Titel: Der Hexer - NR23 - Im Netz der toten Seelen
Autoren: Verschiedene
Vom Netzwerk:
hätte in furchtsameren Gemütern den unbedingten Wunsch wachgerufen, auf der Stelle ins nächsterreichbare Mauseloch zu kriechen.
    »Dieser Fetzen ist das Papier nicht wert, auf dem er geschrieben wurde«, brüllte er unbeherrscht. Seine Stimme erinnerte mich lebhaft an das dumpfe Grollen eines Vulkans. »Das ist sozialistische Schmierpropaganda, aber nichts, worüber sich vernünftige Menschen unterhalten können. Zehn-Stunden-Tag, eine Lohnsteigerung um zehn, zehn Prozent – ha! – eine Küche, die mittags warmes Essen umsonst anbietet und eine Verdreifachung der Sicherheitsvorkehrungen, besonders in der Färberei«, zitierte er die Punkte, die ich verlangt hatte. »Das können Sie sich sonstwohin stecken!«
    Seine ungehemmte Wut ließ mich kalt. Im Gegenteil, je mehr er sich aufregte, desto ruhiger wurde ich. Ich wußte, daß ich am längeren Hebel saß, und ich war gewillt, meine Machtposition auszuspielen, denn ich war in diesen Augenblicken der Fürsprecher für hunderte zerlumpter Arbeitssklaven, die sich unter unmenschlichen Bedingungen für den Gewinn der Gesellschaft zu Tode schufteten.
    »Sie haben vergessen, das Recht zur Gründung einer Gewerkschaft zu erwähnen«, sagte ich freundlich. »Aber das macht ja nichts. Es steht ja schließlich in dem Verhandlungspapier. Ich werde nicht eine Handbreit von meinen Forderungen abweichen.«
    Crombers Gesicht lief rot an. Er wollte erneut lospoltern, und einen Moment lang fürchtete ich schon, er würde auf mich losgehen, aber dann fing er einen warnenden Blick Carringhams auf. Mit einem wütenden Schnauben ließ er sich wieder in seinen Sessel zurückfallen. Das Möbelstück ächzte protestierend auf unter seinem Gewicht.
    »So kommen wir doch nicht weiter«, mischte sich Coleman in das Gespräch ein. Er strich sich über seine straff zurückgekämmten schwarzen Haare. »Ich glaube, es gibt eine Basis, auf der wir uns alle verständigen können. Wir wollen durch unsere Aktien an der ATC Geld verdienen, und zwar so viel wie möglich.«
    »Entschuldigen Sie, wenn ich Sie unterbreche«, sagte ich. »Das mag Ihr oberstes Ziel sein. Ich gebe zu, daß ich mit Geld auch nicht gerade auf Kriegsfuß stehe, aber im Gegensatz zu Ihnen interessiert es mich sehr wohl, unter welchen Umständen ich es verdiene. Ich nehme an, es ist sinnlos, wenn ich Ihnen schildere, unter welchen Bedingungen die Menschen schuften, und an Ihr Mitgefühl appelliere.

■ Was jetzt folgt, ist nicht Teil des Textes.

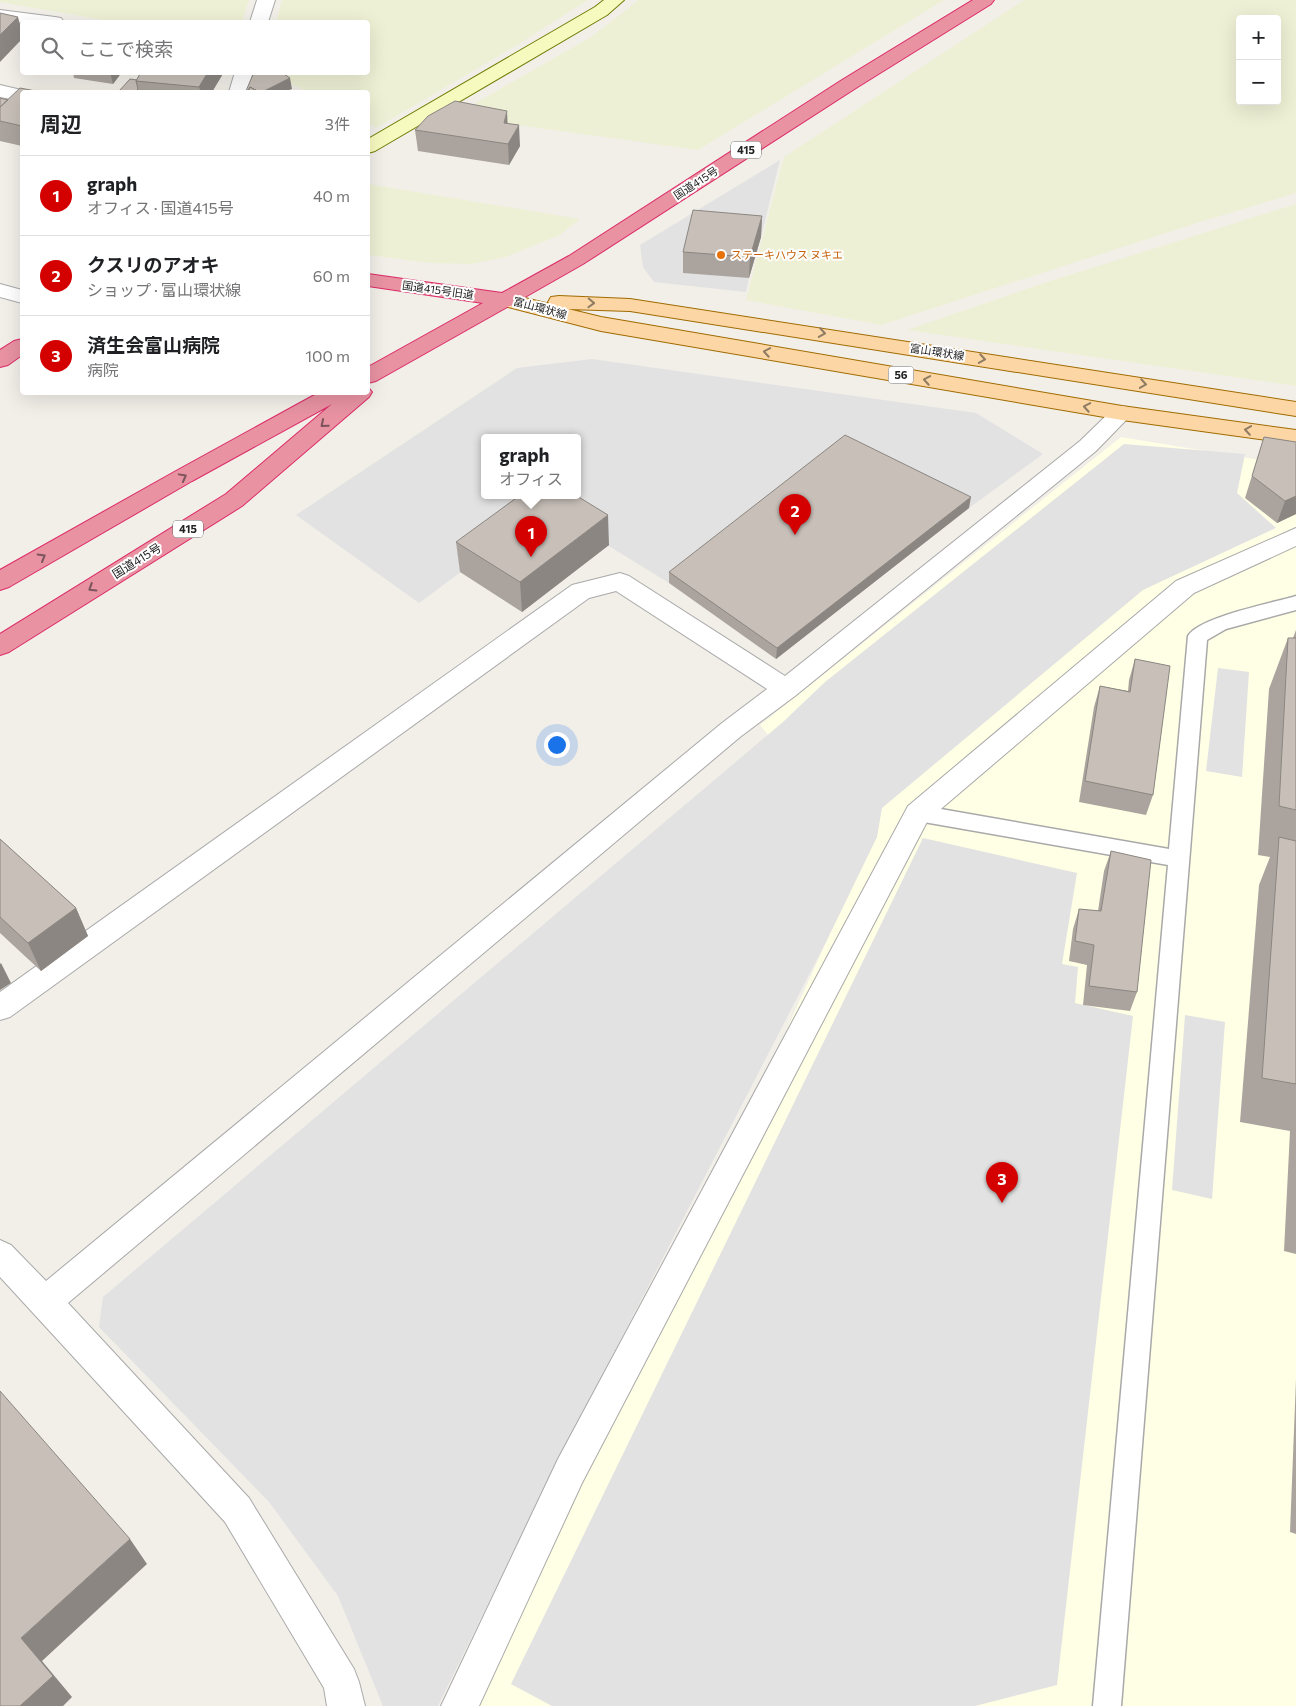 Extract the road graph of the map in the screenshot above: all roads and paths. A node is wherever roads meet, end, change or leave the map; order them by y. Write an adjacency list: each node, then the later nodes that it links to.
1 (266, 0): 6 (street)
2 (615, 0): 11 (street)
3 (985, 0): 15 (highway, 国道415号 / 415)
4 (0, 15): 5 (street)
5 (39, 20)
6 (260, 20)
7 (243, 75): 8 (street)
8 (239, 90)
9 (1, 92): 10 (street)
10 (20, 95)
11 (370, 146)
12 (370, 280): 15 (highway, 国道415号旧道)
13 (0, 290): 14 (street)
14 (20, 296)
15 (508, 300): 17 (highway, 国道415号 / 415); 23 (main road, 富山環状線 / 56, one-way to 23); 24 (main road, 富山環状線 / 56, one-way to 15)
16 (20, 347): 18 (highway)
17 (402, 358): 19 (highway, 国道415号 / 415); 20 (highway, 国道415号 / 415)
18 (0, 360)
19 (370, 375)
20 (370, 385)
21 (332, 395): 27 (highway, one-way to 21)
22 (357, 395): 29 (highway, 国道415号 / 415, one-way to 29)
23 (1296, 408)
24 (1122, 413): 25 (main road, 富山環状線 / 56, one-way to 24); 30 (street)
25 (1296, 437)
26 (1296, 536): 31 (street)
27 (0, 581)
28 (1296, 604): 32 (lane)
29 (0, 646)
30 (786, 690): 33 (street); 35 (street)
31 (918, 812): 32 (lane); 37 (street)
32 (1179, 859): 38 (lane)
33 (0, 1008)
34 (0, 1255): 35 (street)
35 (45, 1302): 36 (street)
36 (346, 1706)
37 (460, 1706)
38 (1107, 1706)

Es ist wohl auch sinnlos, wenn ich an das Unrecht erinnere, das Sie ihnen allein in den letzten Jahren zugefügt haben.«
    »Worte, nichts als Worte«, schnaubte Cromber. »Reden Sie nicht lange herum, sondern sagen Sie, was Sie meinen. Vielleicht kommen wir dann zu einer Einigung.«
    »Ich erinnere nur an den Streik von 1884«, sagte ich scharf. Allein bei der Erinnerung daran, was man mir über die Ereignisse vor zwei Jahren berichtet hatte, fühlte ich eine dumpfe Wut in mir aufsteigen. »Es ging um eine Lohnerhöhung von lächerlichen zwei Prozent. Sie waren es doch, der damals Regierungstruppen angefordert hat, die den Streik brechen sollten, Mr. Carringham.« Ich deutete auf den Gesellschafter, der unruhig auf seinem Sessel hin und her rutschte.

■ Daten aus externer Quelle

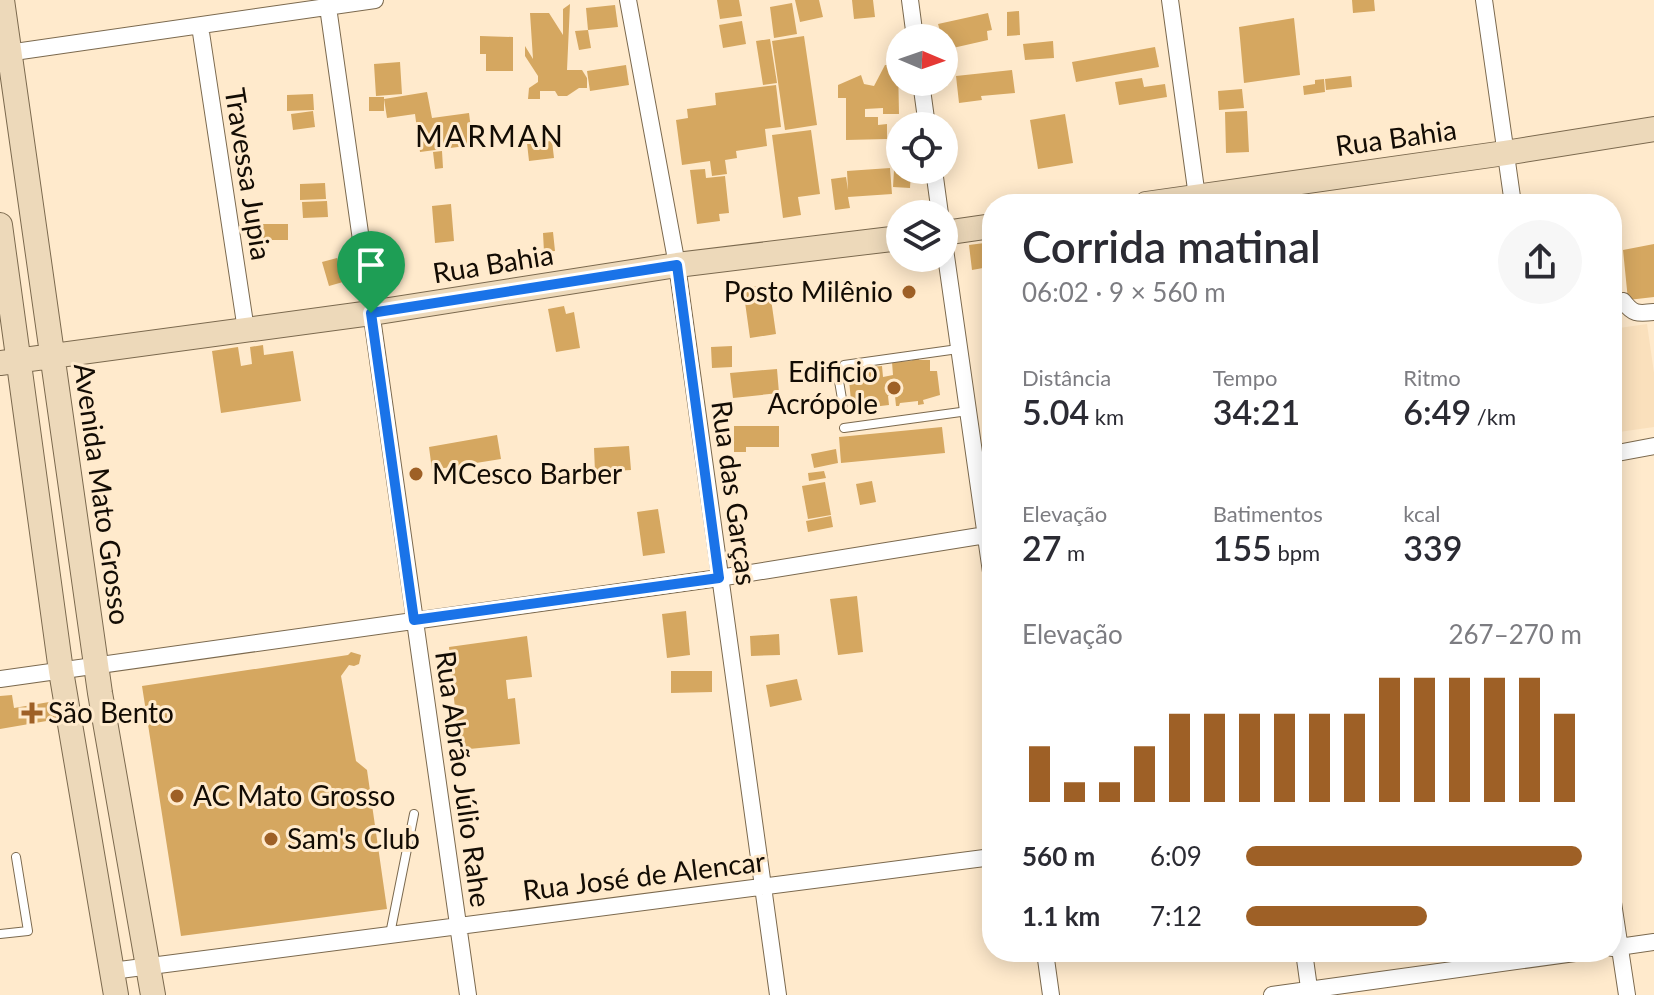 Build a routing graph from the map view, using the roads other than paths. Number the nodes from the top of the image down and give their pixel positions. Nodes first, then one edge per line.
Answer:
1 (2, 0) edge
2 (375, 0) edge
3 (628, 0) edge
4 (910, 0) edge
5 (1170, 0) edge
6 (1484, 0) edge
7 (328, 3) edge
8 (913, 24) edge
9 (200, 26) junction
10 (5, 54) edge
11 (1654, 129) edge
12 (1505, 153) junction
13 (1197, 194) edge
14 (1237, 194) edge
15 (1511, 194) edge
16 (0, 225) edge
17 (982, 227) edge
18 (958, 231) edge
19 (886, 240) edge
20 (677, 265) junction
21 (948, 272) edge
22 (1623, 301) dead end
23 (1654, 312) edge
24 (371, 313) junction
25 (246, 330) junction
26 (959, 349) junction
27 (52, 355) junction
28 (8, 361) edge
29 (843, 405) dead end
30 (968, 411) junction
31 (844, 428) dead end
32 (1654, 446) edge
33 (1622, 452) edge
34 (982, 493) edge
35 (982, 535) edge
36 (719, 578) junction
37 (414, 620) junction
38 (96, 666) junction
39 (61, 671) junction
40 (0, 679) edge
41 (414, 814) dead end
42 (16, 857) dead end
43 (982, 858) edge
44 (763, 887) junction
45 (458, 926) junction
46 (0, 934) edge
47 (390, 934) junction
48 (1654, 942) edge
49 (1622, 946) edge
50 (1046, 962) edge
51 (1306, 962) edge
52 (1514, 962) edge
53 (1619, 962) edge
54 (149, 965) junction
55 (114, 983) edge
56 (1310, 992) edge
57 (153, 995) edge
58 (468, 995) edge
59 (778, 995) edge
60 (1051, 995) edge
61 (1272, 995) edge
62 (1627, 995) edge

1 - 10 main road, Avenida Mato Grosso
2 - 7 street
3 - 20 street, Rua das Garças
4 - 8 street
5 - 13 street
6 - 12 street
7 - 9 street
7 - 24 street, Rua Abrão Júlio Rahe
9 - 10 street
9 - 25 street, Travessa Jupia
10 - 27 main road, Avenida Mato Grosso
11 - 12 main road, Rua Bahia
12 - 14 main road, Rua Bahia
12 - 15 street
16 - 28 main road
17 - 18 main road
19 - 20 main road, Rua Bahia
20 - 24 main road, Rua Bahia
20 - 36 street, Rua das Garças
21 - 26 street
22 - 23 street
24 - 25 main road, Rua Bahia
24 - 37 street, Rua Abrão Júlio Rahe
25 - 27 main road, Rua Bahia
26 - 29 lane
26 - 30 street
27 - 28 main road, Rua Bahia
27 - 38 main road, Avenida Mato Grosso
28 - 39 main road
30 - 31 lane
30 - 34 street
32 - 33 street
35 - 36 street
36 - 37 street
36 - 44 street, Rua das Garças
37 - 38 street
37 - 45 street, Rua Abrão Júlio Rahe
38 - 39 street
38 - 54 main road, Avenida Mato Grosso
39 - 40 street
39 - 55 main road
41 - 47 lane
42 - 46 lane
43 - 44 street, Rua José de Alencar
44 - 45 street, Rua José de Alencar
44 - 59 street, Rua das Garças
45 - 47 street, Rua José de Alencar
45 - 58 street, Rua Abrão Júlio Rahe
47 - 54 street, Rua José de Alencar
48 - 49 street
50 - 60 street
51 - 56 street
52 - 56 street
53 - 62 street
54 - 55 street, Rua José de Alencar
54 - 57 main road, Avenida Mato Grosso
56 - 61 street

    »Die Streikenden drohten, die ganze Produktion lahmzulegen«, versuchte er unsicher zu erklären. Er schien endlich zu merken, daß keineswegs alles so lief, wie er es sich vorgestellt hatte.

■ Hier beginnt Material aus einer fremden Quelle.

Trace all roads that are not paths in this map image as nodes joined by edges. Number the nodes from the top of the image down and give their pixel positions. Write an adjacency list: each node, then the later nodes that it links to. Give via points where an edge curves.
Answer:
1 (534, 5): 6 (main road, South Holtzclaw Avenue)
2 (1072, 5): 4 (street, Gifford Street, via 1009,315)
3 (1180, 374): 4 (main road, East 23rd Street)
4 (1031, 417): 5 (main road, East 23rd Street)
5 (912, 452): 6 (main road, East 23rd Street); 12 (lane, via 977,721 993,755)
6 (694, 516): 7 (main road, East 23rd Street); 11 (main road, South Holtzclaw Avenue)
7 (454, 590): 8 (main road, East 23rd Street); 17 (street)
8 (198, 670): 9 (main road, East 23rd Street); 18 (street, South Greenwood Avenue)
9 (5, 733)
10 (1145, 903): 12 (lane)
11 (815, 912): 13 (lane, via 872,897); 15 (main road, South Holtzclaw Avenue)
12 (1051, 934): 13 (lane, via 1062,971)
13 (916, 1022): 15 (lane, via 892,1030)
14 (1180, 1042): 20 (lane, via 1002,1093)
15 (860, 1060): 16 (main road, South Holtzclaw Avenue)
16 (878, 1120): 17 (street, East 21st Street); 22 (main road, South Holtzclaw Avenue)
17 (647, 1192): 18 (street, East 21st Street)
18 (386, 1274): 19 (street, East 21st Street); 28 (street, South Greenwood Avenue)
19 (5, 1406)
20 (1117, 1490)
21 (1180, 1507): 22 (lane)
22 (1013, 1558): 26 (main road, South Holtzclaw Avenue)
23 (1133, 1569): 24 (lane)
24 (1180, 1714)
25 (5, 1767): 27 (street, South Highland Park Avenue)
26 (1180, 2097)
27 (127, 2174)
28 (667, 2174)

    »Ja, so wie ich es heute tue. Wollen Sie nicht auch jetzt Truppen zu Hilfe rufen?« fragte ich böse. »Die Soldaten haben damals ja ganze Arbeit geleistet. Sie haben ein Massaker unter der Bevölkerung angerichtet. Wieviele Tote gab es doch gleich? Zwei oder drei Dutzend? Von dem Güterzug, der die Menschen niedergewalzt hat, die die Bahnlinie blockierten, gar nicht zu sprechen.«
    »Hören Sie auf«, hauchte Cromber. Sein Gesicht zeigte eine unnatürliche Blässe, und selbst das fanatische Funkeln in seinen Augen schien erloschen zu sein. Kraftlos hatte er sich zurückgelehnt, hing mehr in dem Sessel, als daß er saß, und starrte ins Leere. »Hören Sie auf!« wiederholte er noch einmal, aber diesmal schrie er die Worte. Zugleich hämmerte er mit den Fäusten auf die Sessellehnen, bis plötzlich alle Kraft aus ihm zu weichen schien, und er sich wieder zurücklehnte. Nur seine Augen glühten in einem unheiligen Feuer, das ihn von innen heraus zu verzehren schien.
    »Das gehört doch alles der Vergangenheit an«, versuchte Whiteless die Situation zu überspielen.